常設されるサルバトールダリの作品の豊富さでも知られる美術館に、
あの「岡本太郎」展が来ているという。

 

  
「太郎」は、私の大好きな画家のひとりで、
大胆な構図、ユーモアあふれるデザイン、生命そのものの発露を思わせる色遣い――
絵画はもちろんだが、放たれる言葉も珠玉なのだ。
「瞬間に、生きろ。」と題された展覧会の、
こんな言葉に圧倒される。

 
「ところで一般に『爆発』というと、ドカンと音が響いて、物が飛び散り、
周囲を破壊して、人々を血みどろにさせたりイメージは不吉でおどろおどろしい。
しかし、私の言う『爆発』はまったく違う。音もしない、物も飛び散らない。
全身全霊が宇宙に向かって無条件にパーッとひらくこと。それが『爆発』だ。
人間は本来、瞬間瞬間に、無償、無目的に爆発しつづけるべきだ。
いのちの本当のあり方だ。
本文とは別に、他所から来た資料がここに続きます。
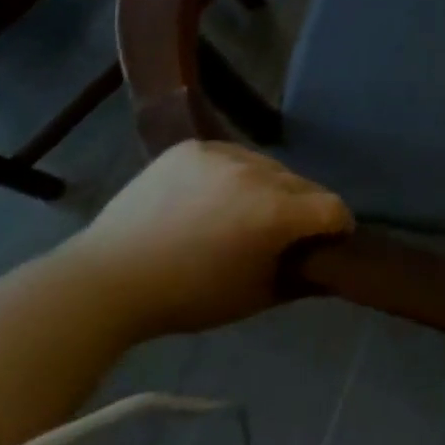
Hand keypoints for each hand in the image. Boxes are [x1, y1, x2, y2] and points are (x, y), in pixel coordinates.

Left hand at [57, 142, 351, 339]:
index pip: (333, 207)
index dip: (337, 227)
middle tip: (280, 234)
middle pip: (304, 184)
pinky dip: (234, 175)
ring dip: (270, 188)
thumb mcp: (255, 297)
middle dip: (302, 208)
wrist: (108, 280)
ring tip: (242, 213)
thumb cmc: (187, 297)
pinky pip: (233, 156)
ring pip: (269, 167)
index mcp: (274, 212)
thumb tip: (329, 267)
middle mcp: (256, 173)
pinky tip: (212, 198)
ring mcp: (222, 154)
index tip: (326, 243)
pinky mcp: (193, 147)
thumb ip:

」
 

  
「うつ」というのは、自然な生命力の発露が妨げられている状態であるから、
苦しいときが、積み重なっても、
なんとか本来人が持ちうる、
自然な生命力の発露を、
見守りたい。
 
そんなふうに、
太郎から、
磐梯の山容から、
生命そのものを、
授かりたい。
 
「岡本太郎展」は、
6月30日まで。 
もちろん、ダリと精神分析の秘話も、
随所に散りばめられています。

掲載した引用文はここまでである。